I'm a bit confused by part (a) and (d) specifically, in the following question,but I'll throw up the rest too just to make sure it's okay;
Let $β$ be a root $of g(x) = x^2 − x + 1$ over $GF(5)$.
(a) Explain briefly why $GF(5)(β) \cong GF(25)$.
(b) Verify that $β^3 \neq 1$ and $β^8 \neq 1$ in $GF(25)$.
(c) Using (b), or otherwise, find the minimum m ≥ 1 such that $β ^m = 1 $ in $GF(25)$.
(d) Determine the isomorphism type of the group (GF(25)×, ·) of non-zero elements of GF(25) under multiplication.
My answer:
a)$GF(5)$ is isomorphic to a subfield of $GF(25)=GF(5^2)$ as 1|2. $GF(5)(\beta):=\{a+b\beta|a,b \in GF(5)\}$ contains 25 elements so $GF(5)(\beta)\cong GF(25) $ as now it has the same number of elements as well as the same underlying structure. [I feel my explanation is shaky here].
b)$\beta^2-\beta+1=0 \Rightarrow\beta^2=\beta-1$.
so $\beta^3=\beta(\beta-1)=\beta^2-\beta=\beta -1-\beta=-1 \neq1$.
and $\beta^8=(\beta^2)^4=(\beta-1)^4=...=\beta^2$.
c)$\beta^{24}=(\beta^8)^3=(\beta-1)(\beta-1)(\beta-1)=(\beta^2-2\beta+1)(\beta-1)=(-\beta)(\beta-1)=-(\beta-1)+\beta=1$.
d) an automorphism ? [I really don't know about this one ]
For a), it depends on how you define $GF(5)$. My preferred argument is that $GF(5)$ is a splitting field: it's the splitting field for $t^{25}-t=0$ over $GF(5)$ and unique by uniqueness of splitting fields. But in any field of order 25, every element satisfies this polynomial, so it is also the splitting field.
For d), there's a standard result that any finite subgroup of the multiplicative group of a field is cyclic. The argument goes like this: Let $X$ be such a subgroup. It's certainly Abelian. Finite Abelian groups have elements of maximal order, and in fact every element has order dividing the maximal order: if $g$ has maximal order and $h$ has order not dividing $o(g)$, then $o(gh)=\frac{o(g)o(h)}{\text{gcd}(o(g),o(h))}>o(g)$, a contradiction.

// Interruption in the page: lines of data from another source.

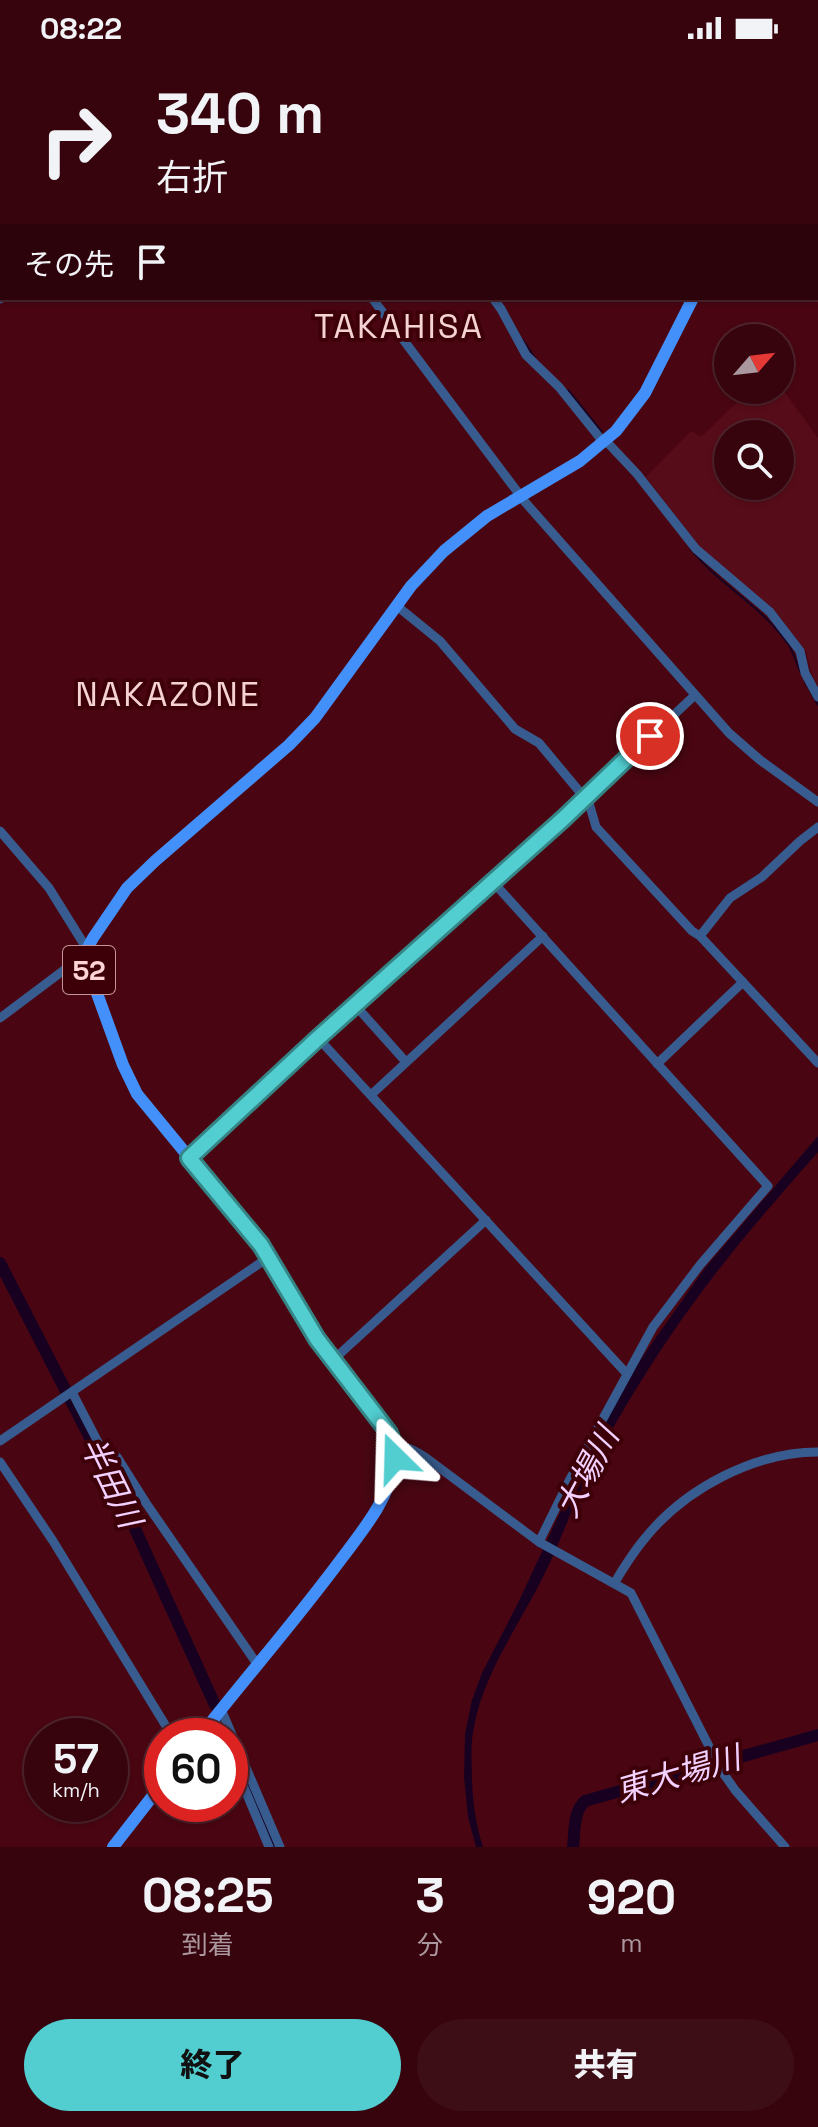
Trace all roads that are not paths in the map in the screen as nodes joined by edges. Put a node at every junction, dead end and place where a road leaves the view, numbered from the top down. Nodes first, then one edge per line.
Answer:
1 (374, 300) edge
2 (494, 300) edge
3 (692, 300) edge
4 (605, 442) junction
5 (521, 496) junction
6 (397, 606) junction
7 (695, 695) junction
8 (818, 697) edge
9 (585, 797) junction
10 (818, 802) edge
11 (818, 827) edge
12 (0, 831) edge
13 (493, 882) junction
14 (543, 936) junction
15 (700, 936) junction
16 (86, 953) junction
17 (743, 982) junction
18 (355, 1005) junction
19 (0, 1018) edge
20 (318, 1038) junction
21 (406, 1062) junction
22 (818, 1063) edge
23 (657, 1064) junction
24 (372, 1094) junction
25 (189, 1158) junction
26 (486, 1220) junction
27 (269, 1257) junction
28 (332, 1361) junction
29 (627, 1374) junction
30 (70, 1394) junction
31 (0, 1441) edge
32 (394, 1446) junction
33 (818, 1452) edge
34 (0, 1462) edge
35 (541, 1543) junction
36 (615, 1582) junction
37 (257, 1664) junction
38 (218, 1713) junction
39 (161, 1718) edge
40 (214, 1718) edge
41 (219, 1718) edge
42 (248, 1791) edge
43 (144, 1807) edge
44 (269, 1835) junction
45 (113, 1847) edge
46 (256, 1847) edge
47 (269, 1847) edge
48 (280, 1847) edge
49 (785, 1847) edge

1 - 5 street
2 - 4 street
3 - 4 main road, 52
4 - 5 main road, 52
4 - 8 street
5 - 6 main road, 52
5 - 7 street
6 - 9 street
6 - 16 main road, 52
7 - 9 street
7 - 10 street
9 - 13 street
9 - 15 street
11 - 15 street
12 - 16 street
13 - 14 street
13 - 18 street
14 - 21 street
14 - 23 street
15 - 17 street
16 - 19 street
16 - 25 main road, 52
17 - 22 street
17 - 23 street
18 - 20 street
18 - 21 street
20 - 24 street
20 - 25 street
21 - 24 street
23 - 29 street
24 - 26 street
25 - 27 main road, 52
26 - 28 street
26 - 29 street
27 - 28 main road, 52
27 - 30 street
28 - 32 main road, 52
29 - 35 street
30 - 31 street
30 - 37 street
32 - 35 street
32 - 37 main road
33 - 36 street
34 - 39 street
35 - 36 street
36 - 49 street
37 - 38 main road
38 - 40 main road
38 - 41 street
38 - 44 street
42 - 44 street
43 - 45 main road
44 - 46 street
44 - 47 street
44 - 48 street

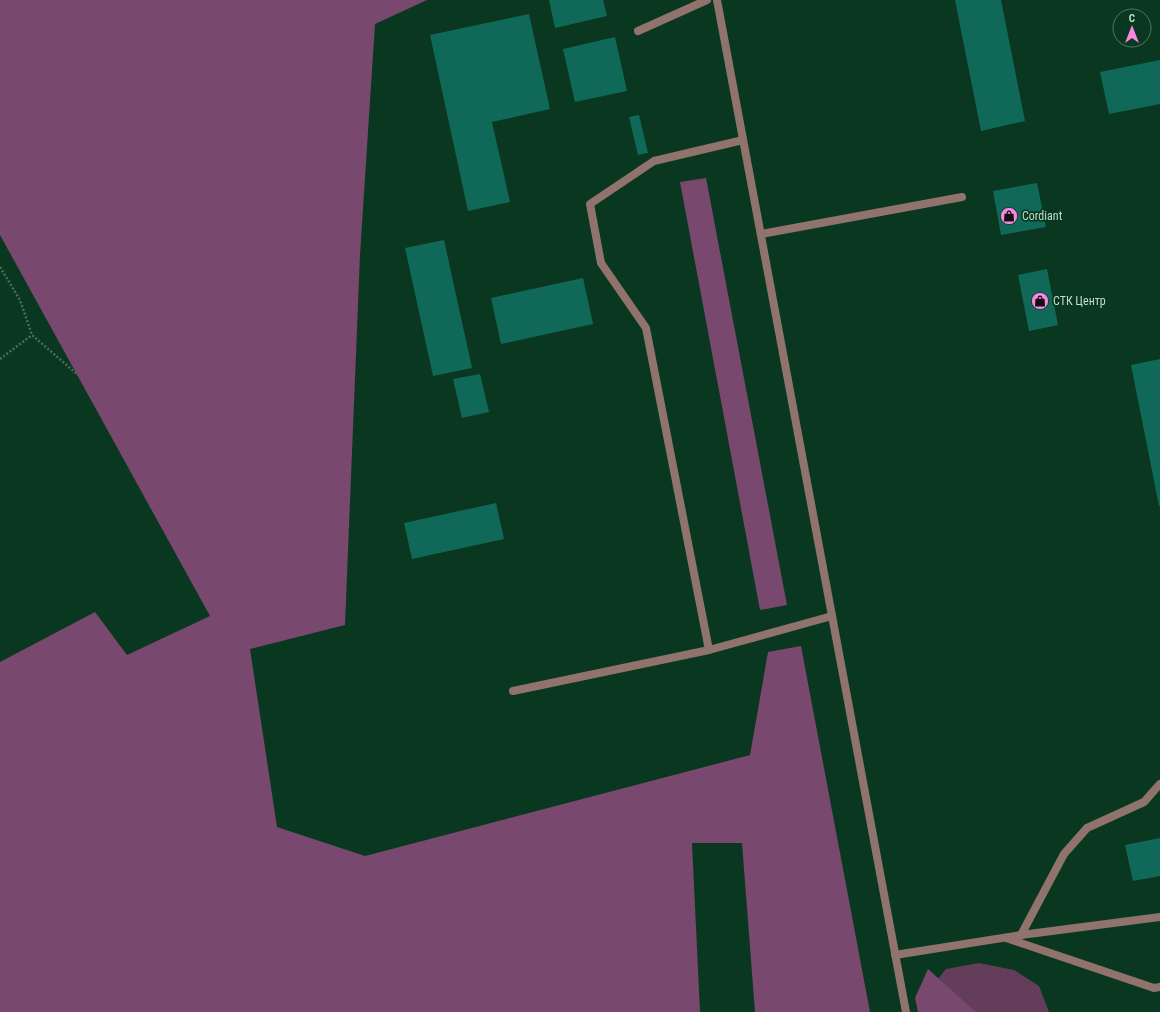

So every element has order dividing $o(g)$, so every element is a root of the polynomial $x^{o(g)}-1=0$. There are certainly at least $o(g)$ elements in $\langle g \rangle$, so there are definitely that many in $X$. But there are at most $o(g)$ roots of this polynomial, so at most $o(g)$ elements of $X$. So $|X|=o(g)$, so $X=\langle g\rangle$.
In particular, this tells us that $GF(25)^{\times}$ is a cyclic group of order 24.